PROBLEM :: Output every line below without omitting or altering anything.

(Collection entries)
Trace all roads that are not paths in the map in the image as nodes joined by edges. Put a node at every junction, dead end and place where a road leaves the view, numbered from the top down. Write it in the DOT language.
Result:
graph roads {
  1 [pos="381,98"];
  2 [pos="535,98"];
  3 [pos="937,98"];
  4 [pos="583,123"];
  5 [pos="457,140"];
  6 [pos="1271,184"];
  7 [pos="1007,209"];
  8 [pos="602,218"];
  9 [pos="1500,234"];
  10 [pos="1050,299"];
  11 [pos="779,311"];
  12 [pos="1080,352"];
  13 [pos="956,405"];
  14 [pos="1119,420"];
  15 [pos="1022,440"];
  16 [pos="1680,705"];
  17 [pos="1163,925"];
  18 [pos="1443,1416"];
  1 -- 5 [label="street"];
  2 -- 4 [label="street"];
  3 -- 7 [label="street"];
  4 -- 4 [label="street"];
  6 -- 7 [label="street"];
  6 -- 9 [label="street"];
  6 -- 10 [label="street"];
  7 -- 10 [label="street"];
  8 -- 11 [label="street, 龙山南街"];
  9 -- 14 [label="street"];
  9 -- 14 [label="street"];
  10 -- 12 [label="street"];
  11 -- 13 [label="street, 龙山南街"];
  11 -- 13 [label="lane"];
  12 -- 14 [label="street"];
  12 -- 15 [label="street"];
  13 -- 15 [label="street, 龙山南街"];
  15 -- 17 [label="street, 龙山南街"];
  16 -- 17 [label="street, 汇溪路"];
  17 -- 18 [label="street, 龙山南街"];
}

OUTPUT BELOW ::
Trace all roads that are not paths in the map in the image as nodes joined by edges. Put a node at every junction, dead end and place where a road leaves the view, numbered from the top down. Write it in the DOT language.
Result:
graph roads {
  1 [pos="381,98"];
  2 [pos="535,98"];
  3 [pos="937,98"];
  4 [pos="583,123"];
  5 [pos="457,140"];
  6 [pos="1271,184"];
  7 [pos="1007,209"];
  8 [pos="602,218"];
  9 [pos="1500,234"];
  10 [pos="1050,299"];
  11 [pos="779,311"];
  12 [pos="1080,352"];
  13 [pos="956,405"];
  14 [pos="1119,420"];
  15 [pos="1022,440"];
  16 [pos="1680,705"];
  17 [pos="1163,925"];
  18 [pos="1443,1416"];
  1 -- 5 [label="street"];
  2 -- 4 [label="street"];
  3 -- 7 [label="street"];
  4 -- 4 [label="street"];
  6 -- 7 [label="street"];
  6 -- 9 [label="street"];
  6 -- 10 [label="street"];
  7 -- 10 [label="street"];
  8 -- 11 [label="street, 龙山南街"];
  9 -- 14 [label="street"];
  9 -- 14 [label="street"];
  10 -- 12 [label="street"];
  11 -- 13 [label="street, 龙山南街"];
  11 -- 13 [label="lane"];
  12 -- 14 [label="street"];
  12 -- 15 [label="street"];
  13 -- 15 [label="street, 龙山南街"];
  15 -- 17 [label="street, 龙山南街"];
  16 -- 17 [label="street, 汇溪路"];
  17 -- 18 [label="street, 龙山南街"];
}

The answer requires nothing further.